North Korean animation outsourcing for Amazon, HBO Max series

North Korean Animation Outsourcing: Ethics and Impact

  • Discovery that North Korean studios, via intermediaries (often in China), worked on Amazon/HBO Max animations.
  • Debate whether letting North Koreans do paid animation is “good” (skills, contact with outside world) or fundamentally bad because it is effectively state-run slave labor.
  • Broad assumption that most money flows to the regime, not workers, and may support repression or luxuries for elites.

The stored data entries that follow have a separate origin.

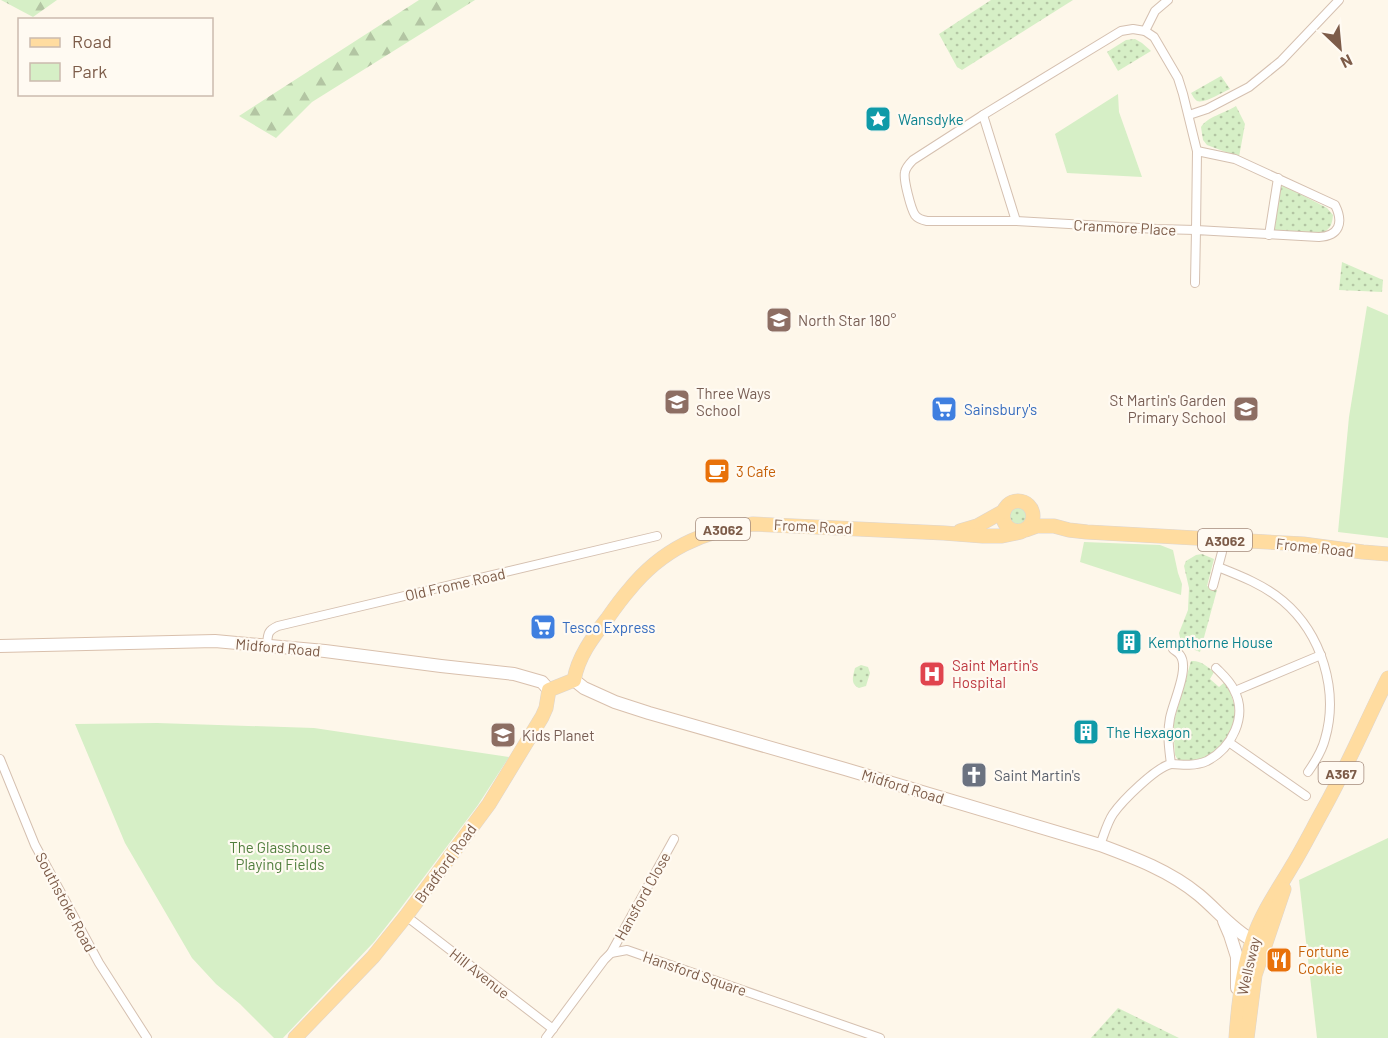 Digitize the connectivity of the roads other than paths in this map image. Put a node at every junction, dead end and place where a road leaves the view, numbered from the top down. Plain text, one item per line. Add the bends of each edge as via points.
1 (1168, 0) edge
2 (1339, 0) edge
3 (1145, 31) junction
4 (1189, 114) junction
5 (983, 115) junction
6 (1197, 151) junction
7 (1278, 178) junction
8 (1016, 221) junction
9 (1196, 230) junction
10 (1269, 235) junction
11 (1195, 283) dead end
12 (1032, 508) junction
13 (1004, 511) junction
14 (1023, 531) junction
15 (1087, 532) junction
16 (944, 533) junction
17 (657, 536) dead end
18 (1222, 552) dead end
19 (1363, 552) junction
20 (1388, 554) edge
21 (1388, 564) edge
22 (1218, 567) junction
23 (1213, 586) dead end
24 (267, 645) junction
25 (0, 646) edge
26 (1173, 649) dead end
27 (1321, 656) junction
28 (1216, 668) dead end
29 (1388, 678) edge
30 (574, 680) junction
31 (549, 690) junction
32 (1235, 691) junction
33 (1230, 743) junction
34 (0, 759) edge
35 (1171, 765) junction
36 (1308, 772) dead end
37 (1306, 796) dead end
38 (674, 839) dead end
39 (1100, 845) junction
40 (1221, 914) junction
41 (406, 916) junction
42 (1258, 942) junction
43 (611, 953) junction
44 (1238, 1010) junction
45 (553, 1029) junction
46 (147, 1038) edge
47 (296, 1038) edge
48 (546, 1038) edge
49 (880, 1038) edge
50 (1236, 1038) edge
51 (1247, 1038) edge

1 - 3 street via 1155,11
2 - 4 street via 1249,87
3 - 4 street, Cranmore Place via 1154,37 1178,78
3 - 5 street, Cranmore Place via 1121,32
4 - 6 street, Cranmore Place
5 - 8 street
5 - 8 street, Cranmore Place via 908,165 904,177 912,210 915,216 927,221
6 - 7 street via 1234,159
6 - 9 street, Cranmore Place
7 - 10 street
7 - 10 street via 1335,205 1339,226 1328,237
8 - 9 street, Cranmore Place
9 - 10 street
9 - 11 street
12 - 13 main road, Frome Road via 1015,501
12 - 14 main road via 1032,522
12 - 15 main road, Frome Road / A3062
13 - 14 main road via 1005,524 1012,530
13 - 16 main road, Frome Road / A3062 via 978,526
14 - 15 main road, Frome Road / A3062 via 1047,525
14 - 16 main road, Frome Road / A3062 via 1002,536
15 - 19 main road, Frome Road / A3062 via 1303,544
16 - 30 main road, Frome Road / A3062 via 753,524 704,535 672,551 630,588 584,651
17 - 24 street, Old Frome Road via 278,626 268,633
18 - 22 street
19 - 20 main road, Frome Road / A3062
19 - 21 main road, Frome Road / A3062
22 - 23 street
22 - 27 street via 1247,578 1284,603 1306,627
24 - 25 main road, Midford Road via 190,641
24 - 31 main road, Midford Road via 514,674 542,682
26 - 35 street via 1180,655 1184,669 1170,718
27 - 32 street
27 - 36 street via 1327,678 1329,721 1316,761
28 - 32 street
29 - 42 main road, Wellsway / A367
30 - 31 main road
30 - 39 main road, Midford Road via 615,702 649,713
31 - 41 main road, Bradford Road via 542,717 489,804
32 - 33 street via 1239,714
33 - 35 street via 1207,761
33 - 37 street
34 - 46 street, Southstoke Road via 35,845 99,963
35 - 39 street via 1160,768 1122,802
38 - 43 street, Hansford Close
39 - 40 main road, Midford Road via 1169,875
40 - 42 main road, Midford Road via 1242,934
40 - 44 main road via 1237,957
41 - 45 street, Hill Avenue
41 - 47 main road, Bradford Road
42 - 44 main road, Wellsway / A367
42 - 51 main road, Wellsway / A367
43 - 45 street
43 - 49 street, Hansford Square via 633,951
44 - 50 main road, Wellsway / A367
45 - 48 street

Sanctions, Legal Liability, and Due Diligence

  • Question: how far down the vendor chain must US companies vet to avoid sanctions violations?
  • Some argue: same duty as if hiring directly; you’re responsible for the entire chain.
  • Others stress practicality: global supply chains are extremely deep and complex; “reasonable” efforts and risk-based compliance are needed.
  • Noted that big firms have sanctions-compliance programs; “how guilty” you are depends on how serious that program looks to regulators.
  • Disagreement over whether ignorance is a valid defense: some say yes if acting in good faith; others say layers of indirection are deliberately used to dodge responsibility.

Outsourcing, Responsibility, and Incentives

  • Animation outsourcing is described as longstanding and industry-standard; often in-between work or edits.
  • Some see this case as part of a broader pattern: companies set impossible cost/quality targets, outsource, and then “don’t ask” how it was done.
  • Counterview: prime contractors (e.g., large studios) can be genuine victims if subcontractors secretly re-outsource.
  • Proposals range from “don’t outsource” to requiring on-site audits or third-party inspections. Others argue that broad anti‑outsourcing rules would be economically harmful.

Conditions in North Korea and Remote-Work Fantasies

  • A few comments toy with the idea of moving to North Korea as a low-cost remote-work base.
  • Strong pushback citing recurring famine, poor food even for tourists, and serious risk of arbitrary detention or being used as a political hostage.
  • Disagreement over how universal starvation is, but general acknowledgment of widespread food insecurity and military priority.

Sanctions Strategy, China, and Geopolitics

  • Some question why the US sanctions North Korean citizens instead of supporting their economic activity to weaken the regime from within.
  • Replies: “we feed allies and starve enemies”; trade can foster change, but policy is complicated and often has both official and real (political) motives.
  • China is viewed as the key intermediary: enabling sanctions evasion but also trying to avoid a refugee crisis or state collapse on its border.

HN Meta: Spam, Moderation, and Thread Quality

  • Multiple users note apparent coordinated spam/“DDoS” across front-page threads, including this one.
  • Discussion that “@username” does not notify moderators; email is the proper channel.
  • Some worry that heavy-handed KYC/monitoring of contractors (possibly via third-party ID firms or “spyware”) would be a bad overreaction to this kind of issue.

Shows, Tools, and Reactions

  • Specific mention of “Invincible” and other affected cartoons: mixed views on animation quality; some praise story/voice acting but criticize “motion comic”-like visuals.
  • One commenter calls for replacing human animators with AI (e.g., Sora) to avoid sanctions risk; others dismiss this as simplistic “AI solves everything.”
  • Brief side note that the work appears to have been done with pirated software, which some treat as minor compared to the labor and sanctions issues.